Vërmica (or Vërmicë, Serbian: Врбница/Vrbnica) is a village in the Prizren municipality of Kosovo. The village lies on the border with Albania.

== History ==
After Serbia acquired Kosovo in the Balkan Wars, the region was placed under martial law. The Vrbnica municipality was established during this period. It included the villages of Škoza (Shkozë) and Dobrušta (Dobrushtë). The municipality was part of the Šar srez and the Prizren district. This administrative subdivision lasted until 6 January 1929, after which the area was made part of the Vardar Banovina.

== Geography ==
Vërmica is located in southwestern Kosovo and borders Albania.
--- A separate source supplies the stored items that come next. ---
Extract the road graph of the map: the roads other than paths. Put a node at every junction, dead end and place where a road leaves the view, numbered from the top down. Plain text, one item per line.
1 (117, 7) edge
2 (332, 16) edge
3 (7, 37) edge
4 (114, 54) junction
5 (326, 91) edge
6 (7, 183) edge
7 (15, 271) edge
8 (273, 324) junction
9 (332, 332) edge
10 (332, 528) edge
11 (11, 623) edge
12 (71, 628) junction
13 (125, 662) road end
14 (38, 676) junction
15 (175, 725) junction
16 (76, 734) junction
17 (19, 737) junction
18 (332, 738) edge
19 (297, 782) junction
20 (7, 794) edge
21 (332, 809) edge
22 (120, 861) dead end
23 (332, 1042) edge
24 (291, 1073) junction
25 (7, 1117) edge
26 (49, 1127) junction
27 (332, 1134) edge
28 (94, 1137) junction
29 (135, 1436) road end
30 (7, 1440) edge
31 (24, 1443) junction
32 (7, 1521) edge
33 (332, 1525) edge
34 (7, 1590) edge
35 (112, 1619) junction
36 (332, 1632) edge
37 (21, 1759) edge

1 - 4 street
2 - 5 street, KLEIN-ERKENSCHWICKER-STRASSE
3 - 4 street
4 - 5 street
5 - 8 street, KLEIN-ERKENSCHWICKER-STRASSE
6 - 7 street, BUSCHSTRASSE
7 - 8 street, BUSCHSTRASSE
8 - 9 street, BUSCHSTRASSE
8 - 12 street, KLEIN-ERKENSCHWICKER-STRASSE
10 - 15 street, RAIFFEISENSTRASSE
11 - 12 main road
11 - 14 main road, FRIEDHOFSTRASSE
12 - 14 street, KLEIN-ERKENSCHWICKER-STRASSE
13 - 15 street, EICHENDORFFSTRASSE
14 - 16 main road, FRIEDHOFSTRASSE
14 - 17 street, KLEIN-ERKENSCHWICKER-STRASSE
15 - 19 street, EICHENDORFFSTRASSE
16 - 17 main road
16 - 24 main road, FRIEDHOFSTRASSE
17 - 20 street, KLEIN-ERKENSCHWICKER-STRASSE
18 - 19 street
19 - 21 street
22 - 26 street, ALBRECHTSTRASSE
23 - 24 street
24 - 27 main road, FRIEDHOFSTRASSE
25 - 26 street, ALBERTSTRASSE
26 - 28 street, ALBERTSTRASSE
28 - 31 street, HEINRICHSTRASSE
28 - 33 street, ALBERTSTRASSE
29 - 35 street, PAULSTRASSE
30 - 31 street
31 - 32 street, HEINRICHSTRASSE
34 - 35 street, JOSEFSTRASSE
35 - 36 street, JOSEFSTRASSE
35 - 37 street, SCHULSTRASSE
The village lies at the White Drin between the Koritnik in the south and the Pashtrik in the north. The R7 and the M-25 passes through the Village. Neighbouring villages are Shkoza in the northeast and Morina in Albania southwest.

=== Climate ===

Climate data for Vërmica/Vrbnica (1982-2012)
| Month | Jan | Feb | Mar | Apr | May | Jun | Jul | Aug | Sep | Oct | Nov | Dec | Year |
| Mean daily maximum °C | 3.9 | 7.1 | 12.1 | 17.1 | 22.5 | 26.3 | 28.6 | 28.8 | 24.7 | 17.8 | 10.6 | 5.6 | 17.1 |
| Mean daily minimum °C | −2.3 | 0 | 2.8 | 6.8 | 10.9 | 14.5 | 16.1 | 15.8 | 12.3 | 7.9 | 3.7 | −0.3 | 7.4 |
| Average rainfall mm | 86 | 76 | 74 | 76 | 80 | 53 | 48 | 47 | 70 | 88 | 111 | 102 | 894 |
| Mean daily maximum °F | 39.0 | 44.8 | 53.8 | 62.8 | 72.5 | 79.3 | 83.5 | 83.8 | 76.5 | 64.0 | 51.1 | 42.1 | 62.8 |
| Mean daily minimum °F | 27.9 | 32 | 37.0 | 44.2 | 51.6 | 58.1 | 61.0 | 60.4 | 54.1 | 46.2 | 38.7 | 31.5 | 45.2 |
| Average rainfall inches | 3.4 | 3.0 | 2.9 | 3.0 | 3.1 | 2.1 | 1.9 | 1.9 | 2.8 | 3.5 | 4.4 | 4.0 | 35.2 |
Source:

== Population ==

Vërmica has a population of 310. All of them are Albanians. The Albanians of this village speak Albanian in the Gheg dialect.

=== Religion ===
Of these 658 are Muslims. Three people preferred not to answer.